#### Records for processing

□ □ □ □ □

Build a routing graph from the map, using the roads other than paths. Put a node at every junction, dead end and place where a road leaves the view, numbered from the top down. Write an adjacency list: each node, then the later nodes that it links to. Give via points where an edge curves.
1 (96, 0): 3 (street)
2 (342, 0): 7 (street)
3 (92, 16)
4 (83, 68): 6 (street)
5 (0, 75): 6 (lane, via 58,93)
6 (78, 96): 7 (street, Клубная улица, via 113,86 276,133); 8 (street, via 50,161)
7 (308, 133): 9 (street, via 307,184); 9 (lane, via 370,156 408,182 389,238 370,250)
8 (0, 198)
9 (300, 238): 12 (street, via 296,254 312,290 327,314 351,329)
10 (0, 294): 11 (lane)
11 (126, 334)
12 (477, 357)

□ □ □ □ □

#### Exercise aim
Your job is to print all of the material again, word for word.

#### Result
Build a routing graph from the map, using the roads other than paths. Put a node at every junction, dead end and place where a road leaves the view, numbered from the top down. Write an adjacency list: each node, then the later nodes that it links to. Give via points where an edge curves.
1 (96, 0): 3 (street)
2 (342, 0): 7 (street)
3 (92, 16)
4 (83, 68): 6 (street)
5 (0, 75): 6 (lane, via 58,93)
6 (78, 96): 7 (street, Клубная улица, via 113,86 276,133); 8 (street, via 50,161)
7 (308, 133): 9 (street, via 307,184); 9 (lane, via 370,156 408,182 389,238 370,250)
8 (0, 198)
9 (300, 238): 12 (street, via 296,254 312,290 327,314 351,329)
10 (0, 294): 11 (lane)
11 (126, 334)
12 (477, 357)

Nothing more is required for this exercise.